A la fin des années 2000, nous (les museogeeks) pensions que les réseaux socionumériques (RSN) étaient un formidable espace numérique de liberté. Nous avons beaucoup expérimenté dans ceux-ci (pour ma part principalement dans Twitter). Parmi les institutions que j'ai accompagné dans leurs arrivées dans les RSN, j'étais, dès fin 2009, au coté du Jeu de Paume sur ce pan de sa communication numérique. En mars 2013, le Jeu de Paume publiait dans sa page Facebook une image d'une étude de nu réalisée en 1940 par la photographe Laure Albin Guillot. La réaction de Facebook fut immédiate : suppression de la publication et désactivation de la page pendant 24 heures. L'institution avait réagi par elle même en publiant la même photo en partie masquée par un rectangle noir lorsque sa page était revenue en ligne...

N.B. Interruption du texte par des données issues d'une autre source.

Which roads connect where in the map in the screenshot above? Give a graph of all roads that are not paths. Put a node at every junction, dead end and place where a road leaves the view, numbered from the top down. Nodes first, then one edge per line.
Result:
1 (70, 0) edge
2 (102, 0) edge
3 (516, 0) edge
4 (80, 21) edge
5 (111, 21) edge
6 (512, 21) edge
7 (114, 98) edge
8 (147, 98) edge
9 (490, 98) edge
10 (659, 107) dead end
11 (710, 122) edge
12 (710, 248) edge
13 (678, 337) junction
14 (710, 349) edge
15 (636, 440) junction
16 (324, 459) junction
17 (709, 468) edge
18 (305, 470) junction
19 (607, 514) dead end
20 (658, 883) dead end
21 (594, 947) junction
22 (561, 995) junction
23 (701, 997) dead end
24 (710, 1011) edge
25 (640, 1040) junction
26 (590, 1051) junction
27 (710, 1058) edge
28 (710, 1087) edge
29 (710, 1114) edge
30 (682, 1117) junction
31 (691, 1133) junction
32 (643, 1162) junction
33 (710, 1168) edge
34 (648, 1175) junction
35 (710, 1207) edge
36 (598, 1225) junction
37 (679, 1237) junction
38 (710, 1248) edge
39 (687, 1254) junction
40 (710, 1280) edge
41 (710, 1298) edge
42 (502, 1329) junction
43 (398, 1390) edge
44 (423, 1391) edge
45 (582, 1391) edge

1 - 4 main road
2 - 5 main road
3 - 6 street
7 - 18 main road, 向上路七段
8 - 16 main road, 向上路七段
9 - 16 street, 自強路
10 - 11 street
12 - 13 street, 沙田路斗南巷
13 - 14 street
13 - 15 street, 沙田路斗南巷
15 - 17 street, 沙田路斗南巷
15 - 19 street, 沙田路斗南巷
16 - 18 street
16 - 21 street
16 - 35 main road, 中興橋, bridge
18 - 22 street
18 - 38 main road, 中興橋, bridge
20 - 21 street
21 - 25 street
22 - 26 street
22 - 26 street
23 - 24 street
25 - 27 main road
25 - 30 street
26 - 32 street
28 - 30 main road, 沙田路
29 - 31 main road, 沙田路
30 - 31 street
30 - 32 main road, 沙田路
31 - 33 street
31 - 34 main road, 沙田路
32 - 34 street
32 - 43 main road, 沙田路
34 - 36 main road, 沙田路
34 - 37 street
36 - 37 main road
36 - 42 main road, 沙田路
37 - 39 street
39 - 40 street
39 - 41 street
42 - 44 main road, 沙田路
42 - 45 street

A l'époque, en réaction aux multiples "censures" opérées par Facebook, une "journée du nu" dans la plateforme avait proposé par Alain Bachelier. Le 20 mai 2013, j'avais ainsi publié par activisme dans mon compte deux photos : une de Spencer Tunick et une autre de Francesca Woodman. Les batailles ont continué dans les années suivantes (Cf. l'article d'Inès Boittiaux datant mars 2018 dans Beaux Arts Magazine). Pour la photo artistique, ces combats restent d'actualité. Dans sa page consacrée aux standards de sa communauté, section 15, Facebook indique aujourd'hui : “Avec le temps, nous avons adapté nos règlements relatifs à la nudité. Nous comprenons que les contenus montrant des scènes de nudité peuvent être partagés pour diverses raisons, notamment dans le cadre d’une protestation, pour sensibiliser à une cause, ou à des fins pédagogiques ou sanitaires. Par conséquent, nous acceptons les contenus respectant de tels motifs... Nous autorisons également les photos de peintures, sculptures et autres œuvres d’art illustrant des personnages nus”.
On peut se questionner sur le positionnement des institutions culturelles par rapport à ces règlements ? Publient-elles toujours des contenus “à risque” ou s’auto-censurent-elles ? Et que pensent-elles des cohortes de travailleurs et travailleuses du clic qui contribuent au “nettoyage” des archives des utilisateurs (voir les documentaires "The Moderators" et "Les invisibles"). Jouer le jeu ou pas de la plateforme, telle est la question. La réponse définitive serait pour les institutions et pour nous de quitter Facebook!
5) Let's get phygital 🏛️🖐️🔢
“Nous nous étions préparées à passer une journée à visiter des musées et réaliser des interviews quand tout d'un coup le confinement nous est tombé dessus comme le ciel sur la tête. Notre phase de recherche a alors pris un autre tournant…”
Pauline Murça et Laura Almeida finissent actuellement un master en UX Design. Elles viennent de publier le livre blanc “Le Phygital, une nouvelle expérience pour les musées”.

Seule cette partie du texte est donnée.